Microsoft Entra Entitlement Management Spoke

  • Release version: Australia
  • Updated March 12, 2026
  • 2 minutes to read

    • Retrieves details of access packages and access package assignments in Microsoft Entra Entitlement Management from your ServiceNow instance.

    Integration Hub subscription

    This spoke requires an Integration Hub subscription. For more information, see Legal schedules - IntegrationHub overview.

    Supported versions

    This spoke was built for Microsoft Entra Entitlement Management v1.0, but may be compatible with later versions.

    Spoke dependencies

    If you’re having trouble installing the app, ensure that these dependent plugins are installed:
    • Complex Object (com.glide.cobject)
    • ServiceNow IntegrationHub Runtime (com.glide.hub.integration.runtime)
    • ServiceNow IntegrationHub Action Template - Data Stream (com.glide.hub.action_type.datastream)
    • ServiceNow IntegrationHub Action Step - REST (com.glide.hub.action_step.rest)
    Note:
    Some of these plugins are licensable features and require appropriate licenses, if used outside the spoke implementation.

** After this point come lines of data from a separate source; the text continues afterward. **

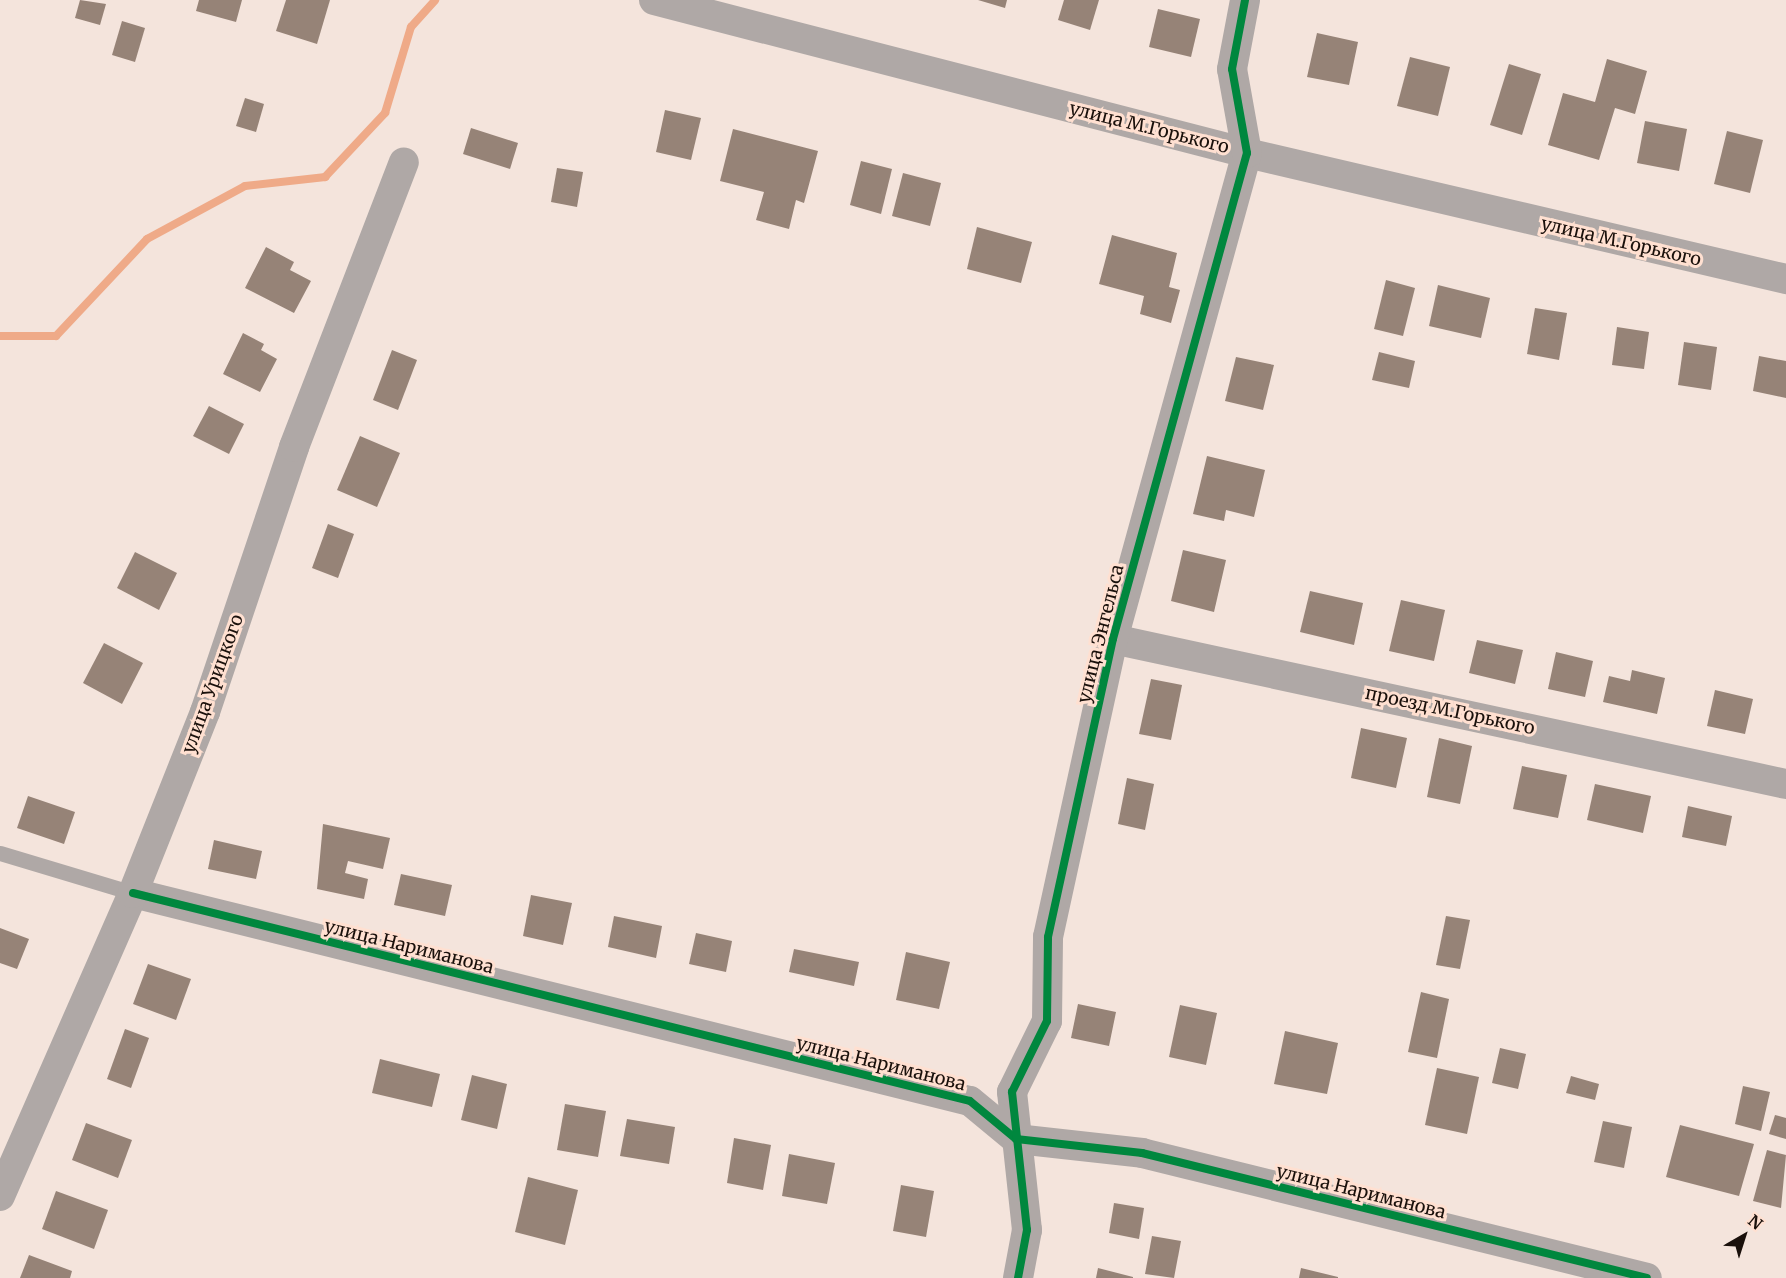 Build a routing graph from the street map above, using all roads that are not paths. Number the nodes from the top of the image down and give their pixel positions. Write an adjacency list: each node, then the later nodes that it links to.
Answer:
1 (654, 0): 3 (street, улица М.Горького)
2 (1245, 0): 3 (street, улица Энгельса)
3 (1247, 153): 5 (street, улица М.Горького); 6 (street, улица Энгельса)
4 (404, 162): 9 (street, улица Урицкого)
5 (1786, 279)
6 (1113, 639): 7 (street, проезд М.Горького); 10 (street, улица Энгельса)
7 (1786, 784)
8 (0, 853): 9 (lane)
9 (133, 893): 10 (street, улица Нариманова); 11 (street, улица Урицкого)
10 (1016, 1139): 12 (street, улица Энгельса); 13 (street, улица Нариманова)
11 (0, 1196)
12 (1018, 1278)
13 (1647, 1278) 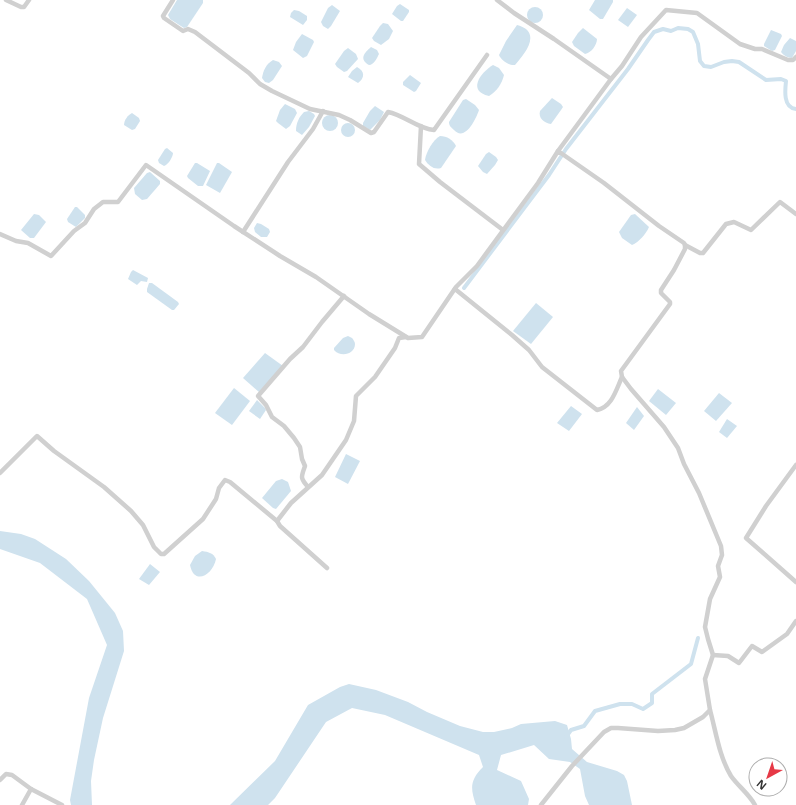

    Microsoft Entitlement Management account requirements

    The Microsoft Entitlement Management spoke requires creating a custom app on your Microsoft Entra account to generate OAuth 2.0 tokens. See: Create a custom application in Azure portal.

    Spoke actions

    The Microsoft Entra Entitlement Management spoke provides actions to automate entitlement management tasks when events occurs in your ServiceNow instance. Available actions include:

    Note:
    To use the actions, ensure that you provide at least one of the required permissions.
    Category Action Description Permissions Required (from least to most privileged)
    Access Package Assignment Management Look up Access Package Assignment Retrieves the details of the specified access package assignment. Delegated (work or school account) EntitlementManagement.Read.All, EntitlementManagement.ReadWrite.All
    Delegated (personal Microsoft account) Not supported
    Application EntitlementManagement.Read.All, EntitlementManagement.ReadWrite.All
    Look up Access Package Assignments Stream Retrieves the list of all the assignments (both active and expired) that the caller has access to read, across all catalogs and access packages. Delegated (work or school account) EntitlementManagement.Read.All, EntitlementManagement.ReadWrite.All
    Delegated (personal Microsoft account) Not supported
    Application EntitlementManagement.Read.All, EntitlementManagement.ReadWrite.All
    Look up Access Package Assignments Stream by User Retrieves the list of all the assignments (active and expired) that the caller has access to read, across all catalogs and access packages where the signed-in user is the target. Signed-in user is the user whose Entra credentials were used while generating the token. Delegated (work or school account) EntitlementManagement.Read.All, EntitlementManagement.ReadWrite.All
    Delegated (personal Microsoft account) Not supported
    Application Not supported
    Access Package Management Look up Access Package Retrieves the details of the specified access package. Delegated (work or school account) EntitlementManagement.Read.All, EntitlementManagement.ReadWrite.All
    Delegated (personal Microsoft account) Not supported
    Application EntitlementManagement.Read.All, EntitlementManagement.ReadWrite.All
    Look up Access Packages Stream Retrieves the list of all access packages across all catalogs. Delegated (work or school account) EntitlementManagement.Read.All, EntitlementManagement.ReadWrite.All
    Delegated (personal Microsoft account) Not supported
    Application EntitlementManagement.Read.All, EntitlementManagement.ReadWrite.All
    Look up Access Packages Stream by User Retrieves the list of all access packages across all catalogs for which the signed-in user is allowed to submit access requests. Signed-in user is the user whose Entra credentials were used while generating the token. Delegated (work or school account) EntitlementManagement.Read.All, EntitlementManagement.ReadWrite.All
    Delegated (personal Microsoft account) Not supported
    Application Not supported

    Connection and credential alias requirements

    Integration Hub uses aliases to manage connection and credential information, and OAuth credentials. Using an alias eliminates the need to configure multiple credentials and connection information profiles when using multiple environments. If the connection or credential information changes, you don't need to update any actions that use the connection.